Sort of. The relevant section is:

> 3. You may copy and distribute the Program (or a work based on it, under Section 2) in object code or executable form under the terms of Sections 1 and 2 above provided that you also do one of the following:

> a) Accompany it with the complete corresponding machine-readable source code, which must be distributed under the terms of Sections 1 and 2 above on a medium customarily used for software interchange; or,

> b) Accompany it with a written offer, valid for at least three years, to give any third party, for a charge no more than your cost of physically performing source distribution, a complete machine-readable copy of the corresponding source code, to be distributed under the terms of Sections 1 and 2 above on a medium customarily used for software interchange; or,

If the company elects to go with option b, then yes - the GPL does allow you to request "source code" for what you never used.




If they have not done a) or b) then I guess he cannot request b) because they have not done the written offer, at which point it is up to the copyright owner to require that they do a) or b) or what?

Provide damages of some sort, stop distributing program?


> Provide damages of some sort, stop distributing program?

This sounds like the most likely outcome it this is successful.


In principle, maybe, but in practice, it's very hard to imagine that you would have any standing to bring a suit as a third party.

If you and I sign a contract whereby you agree to pay 5$ to any stranger who calls you some name, I very much doubt a stranger who does so and doesn't receive their dollars would have any right to sue you. Of course, I could sue you for failing to perform the agreed contract.


The idea that the GPL is also a contract is being tested in California.
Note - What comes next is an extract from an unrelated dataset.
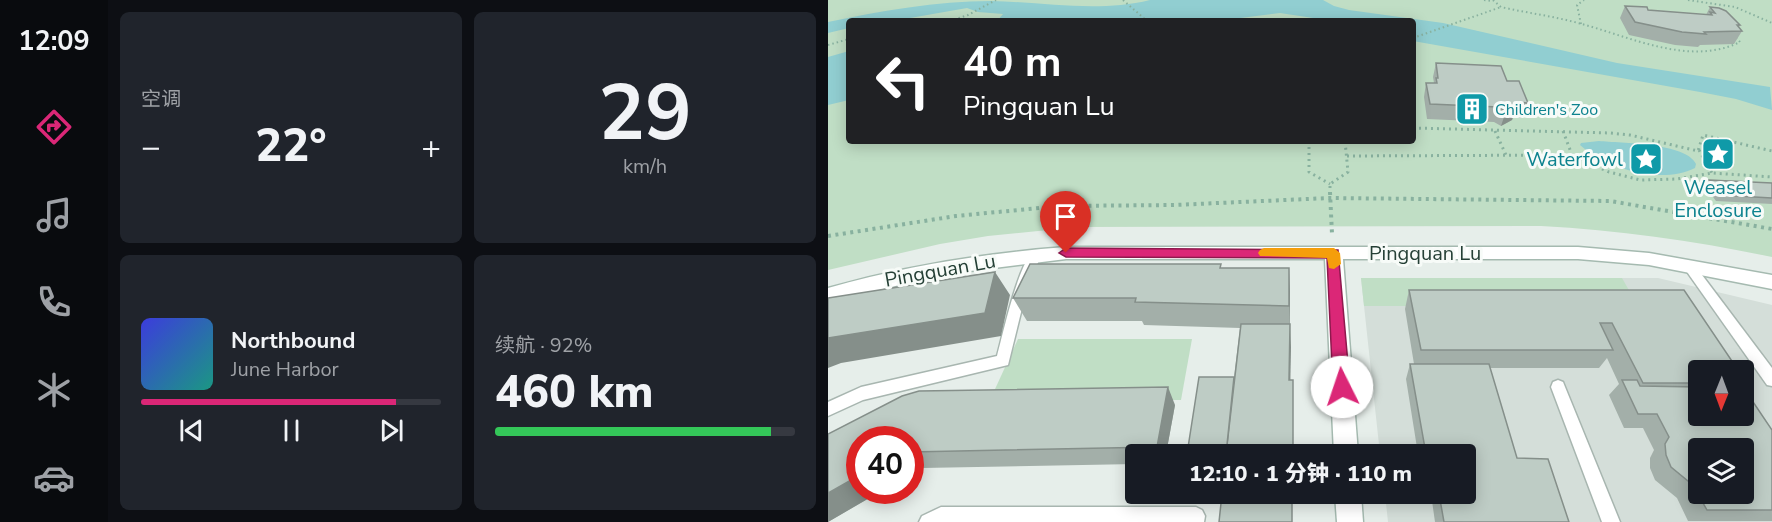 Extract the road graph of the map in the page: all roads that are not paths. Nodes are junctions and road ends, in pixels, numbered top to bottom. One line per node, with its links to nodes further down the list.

So far the federal court (which hears copyright cases) agreed to send the case back to state court (which hears contract cases).

https://sfconservancy.org/copyleft-compliance/vizio.html


It's still a contract between the copyright holder and the redistributor, not between the redistributor and anyone in the world.

It's also not a contract between the distributor and the person receiving a copy from them, since contracts can't be automatically assigned to pieces of property, they must happen between people.

I very much doubt the SFC's case will succeed. I fully expect that they will be found not to have any standing to sue as someone who is in no way a party of the GPL. By the way, it's obvious that it wouldn't be tried by a copyright court, as the SFC claims no copyright over the code in question. I expect that the lower court will now confirm that they have no standing under contract law either, and the case will be dismissed.

Note that I fully support the idea of a right to repair. I just don't think it can be achieved in this way, and believe instead it must be enshrined in legislation and state regulations, not crafty uses of copyright law.


Sure, in this case Conservancy aren't a party to the GPL contract, but as a recipient of GPLed binary code from Vizio they are a third-party beneficiary of the contract between Vizio and copyright holders.

Actually Conservancy also are representatives of copyright holders in Linux and other software used on Vizio devices. So if they lose the third-party beneficiary suit, there will be a copyright angle they can pursue as well.

GPL lawsuits aren't about hardware repair, they are about software repair and the rights given to end-users by the GPL license/contract. You don't need source code to replace broken components on a tractor, you need repairer/vendor software that performs pairing of DRM-locked parts.